TRY IT>
What you return must match the data below exactly, minus any pictures.
====== TASK MATERIAL
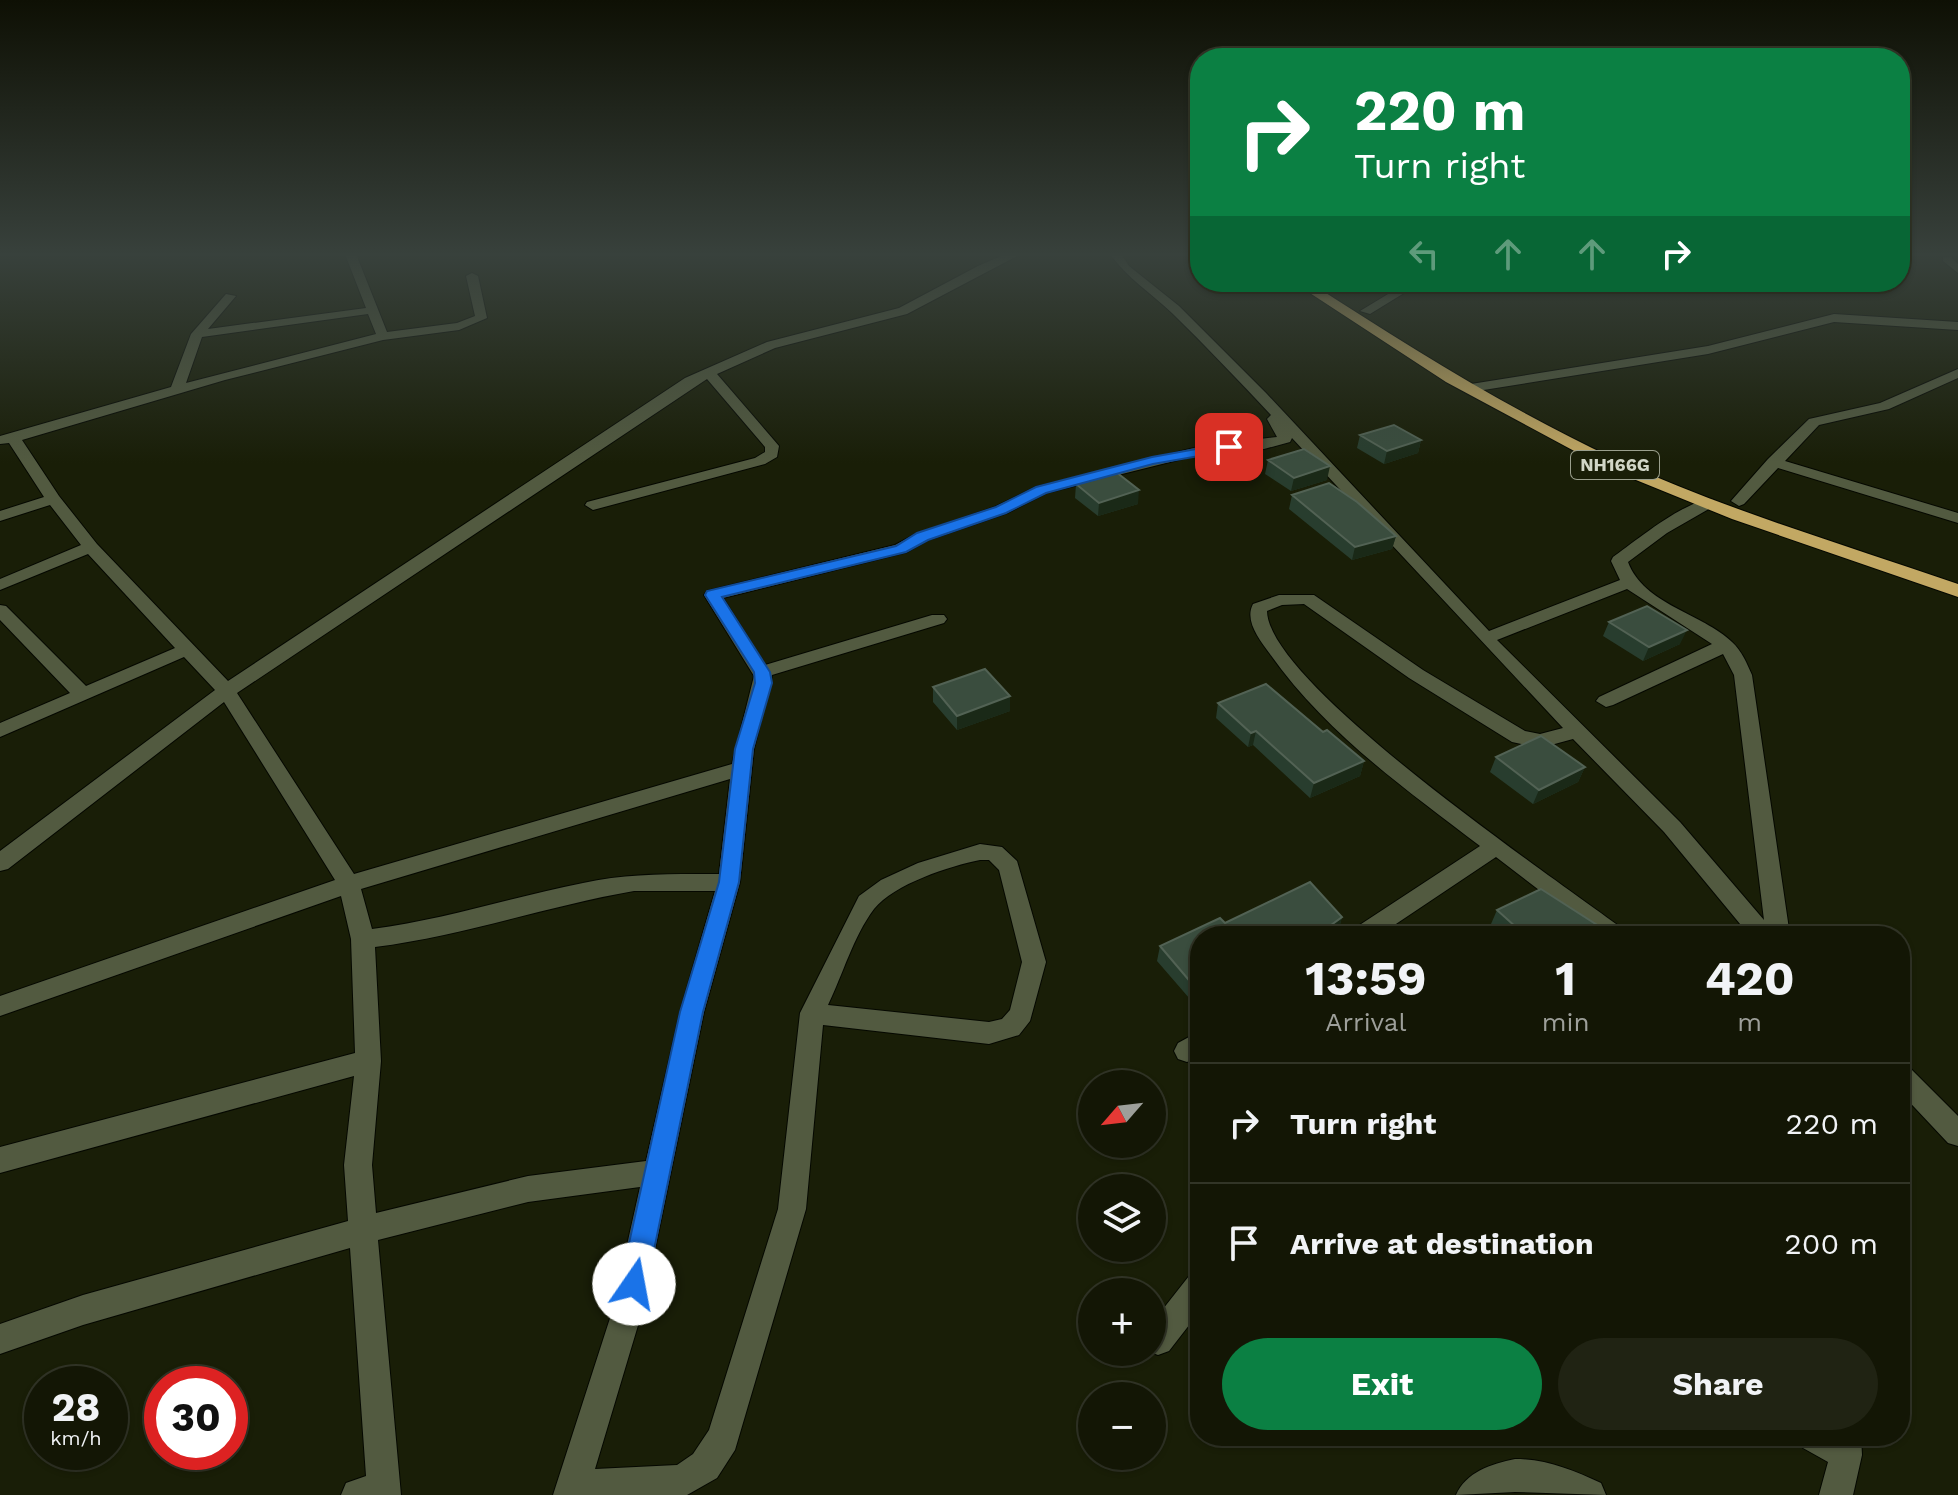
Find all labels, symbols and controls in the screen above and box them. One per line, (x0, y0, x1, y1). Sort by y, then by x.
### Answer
text: 220 m (1354, 78, 1526, 144)
icon: right (1222, 80, 1326, 184)
text: Turn right (1354, 145, 1525, 187)
icon: left (1402, 232, 1446, 276)
icon: ahead (1486, 232, 1530, 276)
icon: ahead (1570, 232, 1614, 276)
icon: right (1654, 232, 1698, 276)
pin (1195, 413, 1263, 481)
icon: arrive (1207, 425, 1251, 469)
road number: NH166G (1571, 451, 1659, 479)
text: 13:59 (1305, 950, 1426, 1007)
text: 1 (1555, 950, 1576, 1007)
text: 420 (1705, 950, 1795, 1007)
text: Arrival (1325, 1007, 1406, 1037)
text: min (1542, 1007, 1590, 1037)
text: m (1737, 1007, 1762, 1037)
north arrow (1078, 1070, 1166, 1158)
map controls (1078, 1070, 1166, 1470)
icon: right (1222, 1101, 1266, 1145)
text: Turn right (1290, 1106, 1436, 1141)
text: 220 m (1786, 1106, 1878, 1141)
button: layers (1078, 1174, 1166, 1262)
icon: arrive (1222, 1221, 1266, 1265)
text: Arrive at destination (1290, 1226, 1594, 1261)
text: 200 m (1784, 1226, 1878, 1261)
position arrow (592, 1242, 676, 1326)
button: + (1078, 1278, 1166, 1366)
button: Exit (1222, 1338, 1542, 1430)
button: Share (1558, 1338, 1878, 1430)
speed limit sign: 30 (144, 1366, 248, 1470)
button: − (1078, 1382, 1166, 1470)
text: 28 (52, 1384, 100, 1431)
text: km/h (50, 1426, 102, 1450)

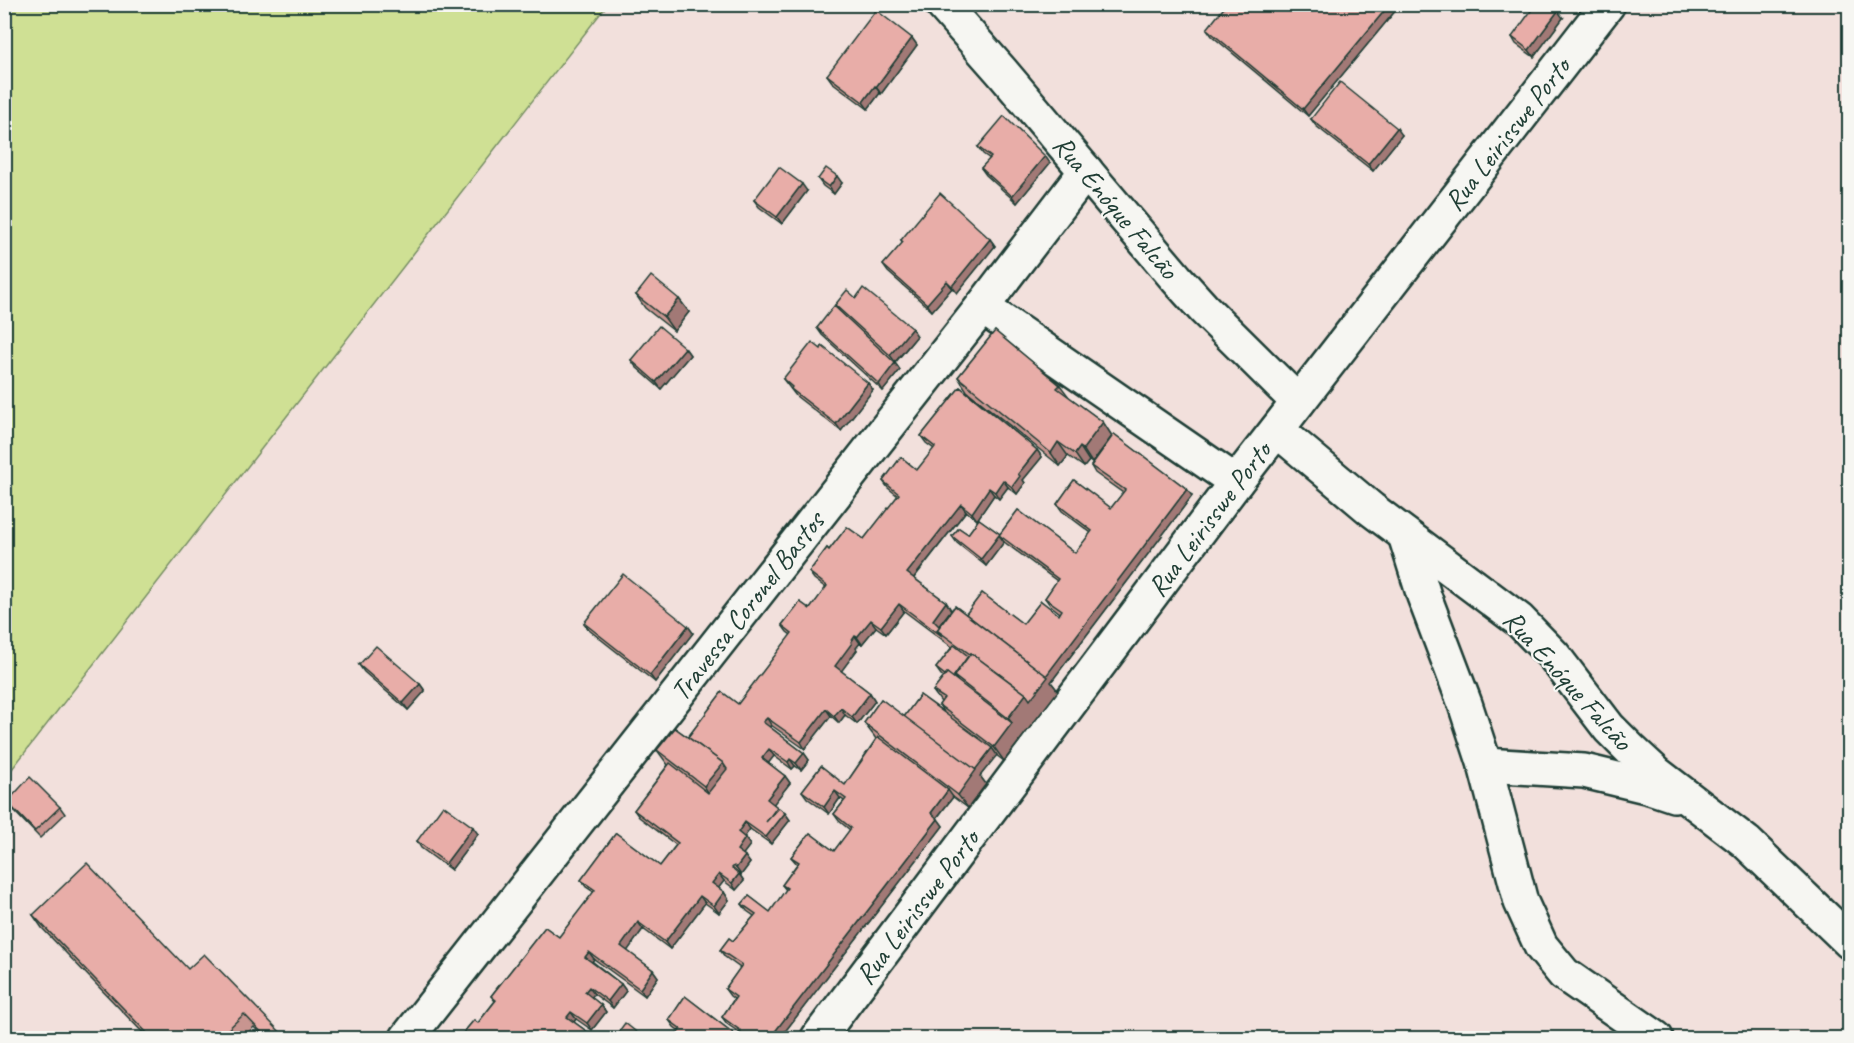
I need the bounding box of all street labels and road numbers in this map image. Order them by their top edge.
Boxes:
street label: Rua Leirisswe Porto [1436,48,1580,218]
street label: Rua Enóque Falcão [1046,128,1188,288]
street label: Rua Leirisswe Porto [1139,432,1280,603]
street label: Travessa Coronel Bastos [662,503,833,707]
street label: Rua Enóque Falcão [1496,603,1642,759]
street label: Rua Leirisswe Porto [847,820,988,991]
============
OUTPUT OF THE TASK>
Find all labels, symbols and controls in the screen above and box them. One per line, (x0, y0, x1, y1). Sort by y, then by x.
### Answer
text: 220 m (1354, 78, 1526, 144)
icon: right (1222, 80, 1326, 184)
text: Turn right (1354, 145, 1525, 187)
icon: left (1402, 232, 1446, 276)
icon: ahead (1486, 232, 1530, 276)
icon: ahead (1570, 232, 1614, 276)
icon: right (1654, 232, 1698, 276)
pin (1195, 413, 1263, 481)
icon: arrive (1207, 425, 1251, 469)
road number: NH166G (1571, 451, 1659, 479)
text: 13:59 (1305, 950, 1426, 1007)
text: 1 (1555, 950, 1576, 1007)
text: 420 (1705, 950, 1795, 1007)
text: Arrival (1325, 1007, 1406, 1037)
text: min (1542, 1007, 1590, 1037)
text: m (1737, 1007, 1762, 1037)
north arrow (1078, 1070, 1166, 1158)
map controls (1078, 1070, 1166, 1470)
icon: right (1222, 1101, 1266, 1145)
text: Turn right (1290, 1106, 1436, 1141)
text: 220 m (1786, 1106, 1878, 1141)
button: layers (1078, 1174, 1166, 1262)
icon: arrive (1222, 1221, 1266, 1265)
text: Arrive at destination (1290, 1226, 1594, 1261)
text: 200 m (1784, 1226, 1878, 1261)
position arrow (592, 1242, 676, 1326)
button: + (1078, 1278, 1166, 1366)
button: Exit (1222, 1338, 1542, 1430)
button: Share (1558, 1338, 1878, 1430)
speed limit sign: 30 (144, 1366, 248, 1470)
button: − (1078, 1382, 1166, 1470)
text: 28 (52, 1384, 100, 1431)
text: km/h (50, 1426, 102, 1450)

I need the bounding box of all street labels and road numbers in this map image. Order them by their top edge.
Boxes:
street label: Rua Leirisswe Porto [1436,48,1580,218]
street label: Rua Enóque Falcão [1046,128,1188,288]
street label: Rua Leirisswe Porto [1139,432,1280,603]
street label: Travessa Coronel Bastos [662,503,833,707]
street label: Rua Enóque Falcão [1496,603,1642,759]
street label: Rua Leirisswe Porto [847,820,988,991]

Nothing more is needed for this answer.